Protoxin-I, also known as ProTx-I, or Beta/omega-theraphotoxin-Tp1a, is a 35-amino-acid peptide neurotoxin extracted from the venom of the tarantula Thrixopelma pruriens . Protoxin-I belongs to the inhibitory cystine knot (ICK) family of peptide toxins, which have been known to potently inhibit voltage-gated ion channels. Protoxin-I selectively blocks low voltage threshold T-type calcium channels, [1] [2] voltage gated sodium channels [3] [4] and the nociceptor cation channel TRPA1. [5] Due to its unique ability to bind to TRPA1, Protoxin-I has been implicated as a valuable pharmacological reagent with potential applications in clinical contexts with regards to pain and inflammation [5]

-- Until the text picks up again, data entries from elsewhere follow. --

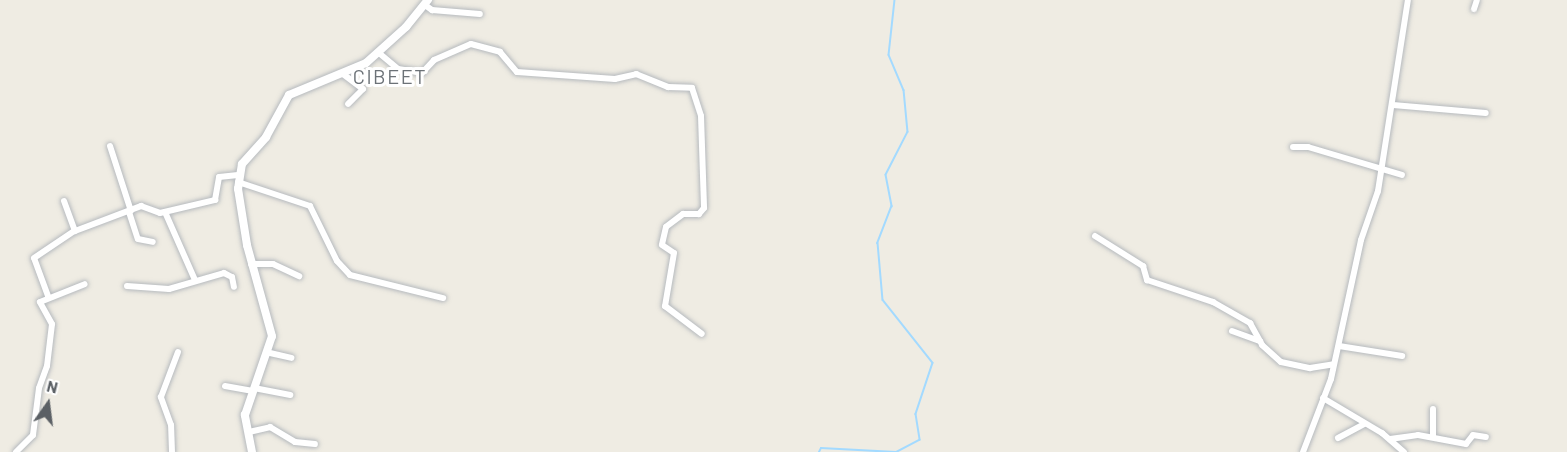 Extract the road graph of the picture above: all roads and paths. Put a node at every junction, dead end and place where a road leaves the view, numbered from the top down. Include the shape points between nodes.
1 (1407, 0) edge
2 (1477, 0) edge
3 (426, 2) edge
4 (1474, 9) dead end
5 (480, 14) dead end
6 (379, 53) junction
7 (343, 74) junction
8 (348, 104) dead end
9 (1393, 105) junction
10 (1486, 113) dead end
11 (110, 146) dead end
12 (1293, 147) dead end
13 (1382, 167) junction
14 (1402, 175) dead end
15 (238, 178) junction
16 (64, 201) dead end
17 (130, 212) junction
18 (165, 212) junction
19 (74, 231) junction
20 (1095, 236) dead end
21 (153, 242) dead end
22 (251, 264) junction
23 (298, 276) dead end
24 (195, 280) junction
25 (85, 284) dead end
26 (127, 286) dead end
27 (234, 287) dead end
28 (48, 296) junction
29 (443, 298) dead end
30 (1232, 331) dead end
31 (702, 334) dead end
32 (1260, 341) junction
33 (1339, 346) junction
34 (178, 352) dead end
35 (270, 353) junction
36 (1402, 356) dead end
37 (291, 358) dead end
38 (1334, 364) junction
39 (225, 386) dead end
40 (253, 390) junction
41 (290, 395) dead end
42 (1323, 398) junction
43 (1433, 408) dead end
44 (1364, 424) junction
45 (249, 432) junction
46 (1433, 437) junction
47 (1486, 437) dead end
48 (1338, 438) dead end
49 (1390, 439) junction
50 (315, 444) dead end
51 (15, 452) edge
52 (172, 452) edge
53 (252, 452) edge
54 (1303, 452) edge
55 (1404, 452) edge

1 - 9 street
2 - 4 street
3 - 5 street via 432,10
3 - 6 main road
6 - 7 main road
6 - 31 street via 396,69 421,73 434,60 471,44 500,52 517,72 615,79 636,74 668,87 692,88 701,116 704,208 699,214 683,214 666,227 662,245 674,253 665,306
7 - 8 street via 363,89
7 - 15 main road via 289,95
9 - 10 street
9 - 13 street
11 - 17 street
12 - 13 street
13 - 14 street
13 - 33 street
15 - 18 street via 219,177 216,200
15 - 22 main road
15 - 29 street via 310,206 337,261 350,274
16 - 19 street
17 - 18 street via 143,206
17 - 19 street
17 - 21 street via 138,239
18 - 24 street
19 - 28 street via 34,258
20 - 32 street via 1143,266 1147,280 1213,302 1250,323
22 - 23 street via 273,264
22 - 35 main road via 269,316
24 - 26 street via 169,289
24 - 27 street via 224,273 232,277
25 - 28 street
28 - 51 street via 39,304 52,325 35,425 29,440
30 - 32 street
32 - 38 street via 1275,359 1288,365
33 - 36 street
33 - 38 street
34 - 52 street via 161,397 171,425
35 - 37 street
35 - 40 main road
38 - 42 street
39 - 40 street
40 - 41 street
40 - 45 main road via 245,415
42 - 44 street
42 - 54 street
43 - 46 street
44 - 48 street
44 - 49 street
45 - 50 street via 270,427 295,442
45 - 53 main road
46 - 47 street via 1466,444 1473,435
46 - 49 street via 1406,434
49 - 55 street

Protoxin-I is a toxin extracted from the venom of the tarantula spider Thrixopelma pruriens , also known as the Peruvian green velvet spider. It is used by the spider to immobilise and catch prey. [6] The primary structure of the mature toxin peptide is homologous to that of Beta/omega-theraphotoxin-Bp1a from the tarantula spider Bumba pulcherrimaklaasi, suggesting a common toxin within the subfamily Theraphosinae . [7]
Protoxin-I is a peptide possessing a 35 amino acid sequence of Glu-Cys-Arg-Tyr-Trp-Leu-Gly-Gly-Cys-Ser-Ala-Gly-Gln-Thr-Cys-Cys-Lys-His-Leu-Val-Cys-Ser-Arg-Arg-His-Gly-Trp-Cys-Val-Trp-Asp-Gly-Thr-Phe-Ser (see Table 1 for one-letter sequence) with 3 disulphide bonds between Cys2-Cys16, Cys9-Cys21 and Cys15-Cys28. [7] Nuclear Magnetic Resonance Spectroscopy of Protoxin-I revealed two beta strands in the protein structure. [5] Gating-modifier toxins isolated from spider venom all share a conserved molecular structure consisting of a hydrophobic patch, populated by hydrophobic residues, and surrounded by a ring of positively- and negatively charged residues that promote the binding of the peptide to the lipid membrane. [8]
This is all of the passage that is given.